Este verano se están rompiendo récords de registros de calor. Es decir, el calentamiento global está aquí y está comenzando a "cocinarnos".
No solo al planeta, sino a nosotros. El calor es el principal asesino relacionado con el clima en Estados Unidos, y el peaje (las estimaciones oscilan en hasta 1.300 muertes por año) aumentará considerablemente en las próximas décadas. Incluso si detenemos el cambio climático lo más rápido posible, el calor seguirá siendo mucho más incómodo y mucho más mortal antes de que se estabilice.
En este momento no tenemos reglas federales para proteger a los trabajadores del calor. Eso necesita cambiar. En un momento, llegamos a diferentes conclusiones sobre este tema. Uno de nosotros maneja un programa en Public Citizen, un grupo de defensa de los derechos del consumidor que solicitó a la Administración de Seguridad y Salud Ocupacional (OSHA por sus siglas en inglés) un estándar de este tipo en 2011. Se negó esta petición como administrador de OSHA porque los recursos de la agencia fueron reducidos por muchas otras reglamentaciones. Pero hoy, estamos de acuerdo, junto a más de 130 grupos de trabajo, salud pública y justicia ambiental que están haciendo esta petición una vez más a OSHA, que es hora de que la agencia escriba protecciones contra el estrés por calor que hace tiempo debían haberse publicado.
Los trabajadores al aire libre son particularmente vulnerables. Muchos tienen poca protección contra el calor y, en comparación con la población en general, tienen menos margen para descansar, beber agua o buscar sombra o aire acondicionado.
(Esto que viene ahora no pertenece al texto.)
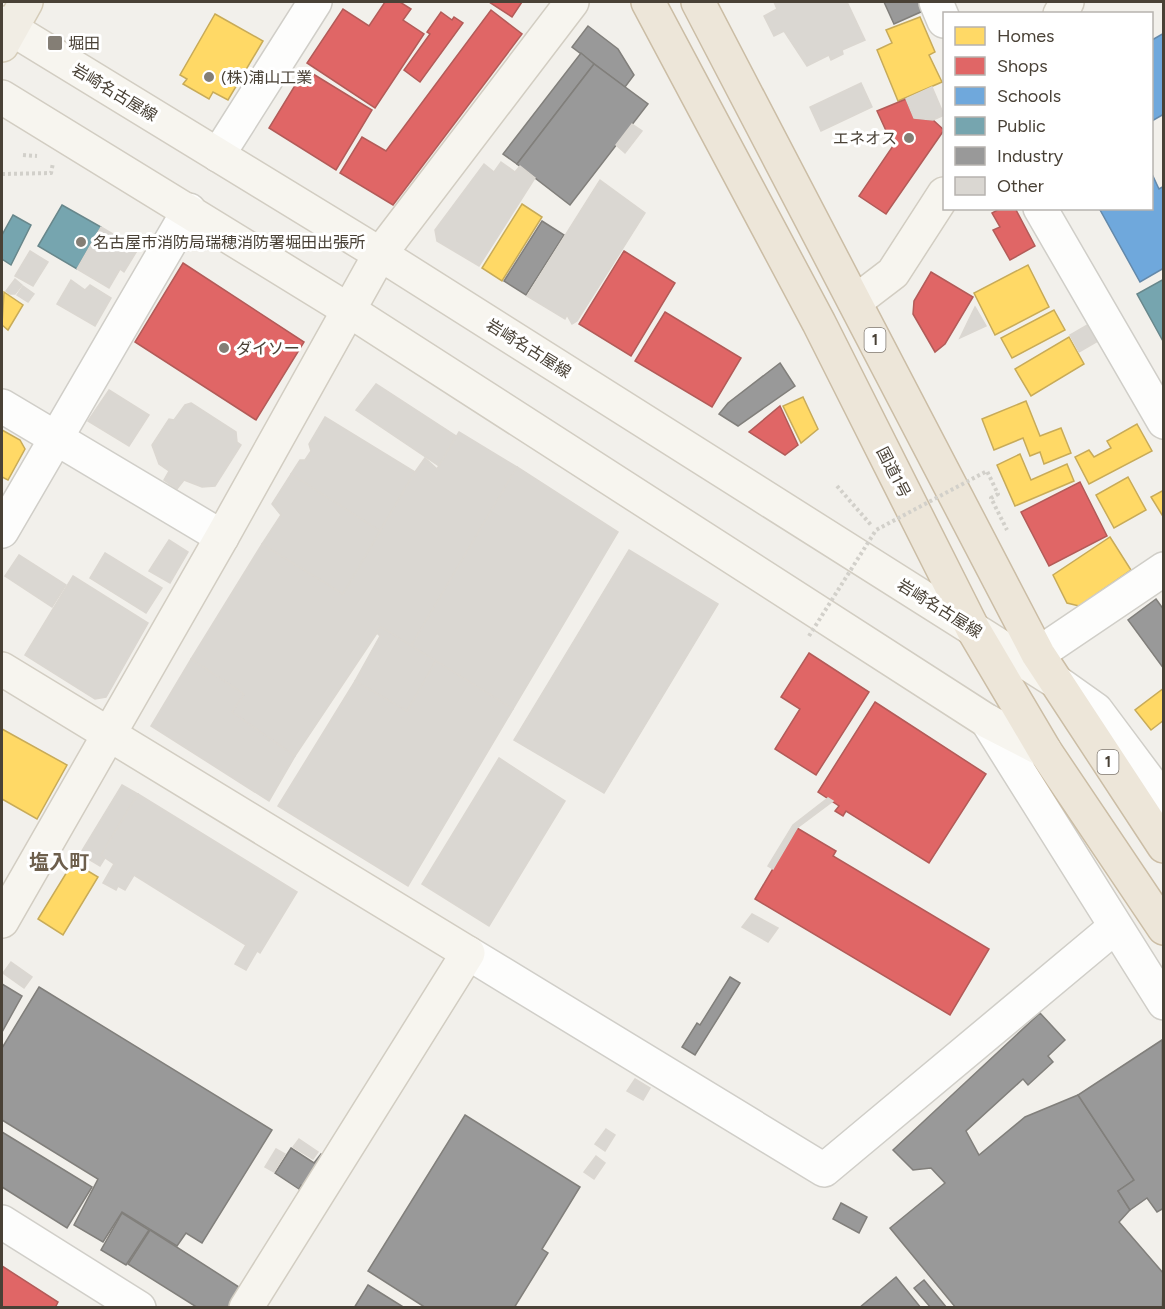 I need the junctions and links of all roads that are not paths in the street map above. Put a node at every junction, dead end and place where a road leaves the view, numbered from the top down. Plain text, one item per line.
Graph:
1 (315, 2) edge
2 (572, 2) edge
3 (648, 2) edge
4 (698, 2) edge
5 (936, 2) edge
6 (943, 17) edge
7 (10, 25) edge
8 (2, 97) edge
9 (218, 155) junction
10 (943, 197) edge
11 (189, 210) junction
12 (1041, 210) edge
13 (380, 254) junction
14 (855, 302) junction
15 (350, 311) junction
16 (2, 406) edge
17 (1164, 422) edge
18 (57, 439) junction
19 (2, 531) edge
20 (222, 537) junction
21 (1164, 569) edge
22 (973, 629) junction
23 (1045, 667) junction
24 (2, 669) edge
25 (987, 721) junction
26 (110, 735) junction
27 (1045, 751) junction
28 (1164, 801) edge
29 (1164, 846) edge
30 (2, 921) edge
31 (1115, 927) junction
32 (1164, 928) edge
33 (468, 953) junction
34 (1164, 1003) edge
35 (2, 1222) edge
36 (139, 1308) edge
37 (246, 1308) edge

1 - 9 street
2 - 13 main road
3 - 22 highway, 国道1号
4 - 14 highway, 1
5 - 6 street
7 - 9 main road, 岩崎名古屋線
8 - 11 main road
9 - 13 main road, 岩崎名古屋線
10 - 14 main road
11 - 15 main road
11 - 18 street
12 - 17 street
13 - 15 main road
13 - 22 main road, 岩崎名古屋線
14 - 23 highway, 1
15 - 20 main road
15 - 25 main road
16 - 18 street
18 - 19 street
18 - 20 street
20 - 26 main road
21 - 23 street
22 - 23 main road, 岩崎名古屋線
22 - 27 highway, 国道1号
23 - 28 street
23 - 29 highway, 1
24 - 26 main road
25 - 27 main road
25 - 31 street
26 - 30 main road
26 - 33 main road
27 - 32 highway, 国道1号
31 - 33 street
31 - 34 street
33 - 37 main road
35 - 36 street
Muchos trabajadores de interiores también se ven afectados, por ejemplo, en almacenes o plantas siderúrgicas, no solo porque trabajan en condiciones de calor opresivo, sino también porque el calor extremo externo limita su capacidad de enfriamiento en las horas libres, lo que los hace más vulnerables en el trabajo.
Es notoriamente difícil rastrear enfermedades y muertes por calor en el lugar de trabajo. Los síntomas se asemejan a los de otras afecciones comunes, y el calor puede ser un contribuidor no reconocido de ataques cardíacos, derrames cerebrales y otras condiciones de salud. Algunos de los trabajadores de mayor riesgo, incluidos los que no hablan inglés, indocumentados y migrantes, son los menos propensos a informar síntomas, por temor a peder tiempo de trabajo o represalias. Pero lo que está claro es que el estrés por calor es una epidemia silenciosa, posiblemente uno de los principales peligros laborales en Estados Unidos. Y el cambio climático lo está haciendo más mortal.
Sabemos qué deberían decir las reglas para proteger contra el calor, y no son complicadas. De hecho, ya tenemos un ejemplo real de reglas de protección contra el calor simples y extremadamente efectivas: las pautas de OSHA para los trabajadores que limpian el petróleo de BP.
En abril de 2010, la plataforma Deepwater Horizon explotó y el petróleo comenzó a diluirse en el océano. Ese verano, más de 40.000 trabajadores con trajes resistentes a químicos, cascos, guantes y botas impermeables limpiaron el petróleo bajo un fuerte calor en los estados de Louisiana, Mississippi, Texas, Alabama y Florida. Los equipos de limpieza incluyeron a muchos que tenían sobrepeso y tenían problemas previos de pulmón y corazón, lo que puede aumentar el riesgo de enfermedades por las altas temperaturas.
OSHA insistió en que BP y sus contratistas debían seguir el régimen de trabajo y descanso que los militares usaron para proteger a los soldados estadounidenses del estrés por calor en Irak. BP aceptó estas reglas voluntariamente, probablemente ansioso por evitar más muertes más allá de los 11 trabajadores que habían perdido la vida por la explosión. Algunos empleados de limpieza trabajaban durante 40 minutos, y luego se tomaban 20 minutos de descanso. En el calor más extremo, algunos descansaban más de lo que trabajaban y se hidrataban a la sombra mientras descansaban.
Esta estrategia no fue noticia porque tuvo éxito: ni un solo trabajador murió a causa del calor.
Necesitamos proteger a los trabajadores del calor extremo antes de que se vuelva más intenso, y sabemos cómo hacerlo. Si los dueños de negocios ya tiemblan ante la medida de que los empleados que trabajan al aire libre descansen la mitad de su tiempo, imagínate qué pasará con los empleados y con la económica cuando las temperaturas sean aún más extremas.
Necesitamos adelantarnos a este problema antes de enfrentar consecuencias devastadoras para la salud pública y la economía.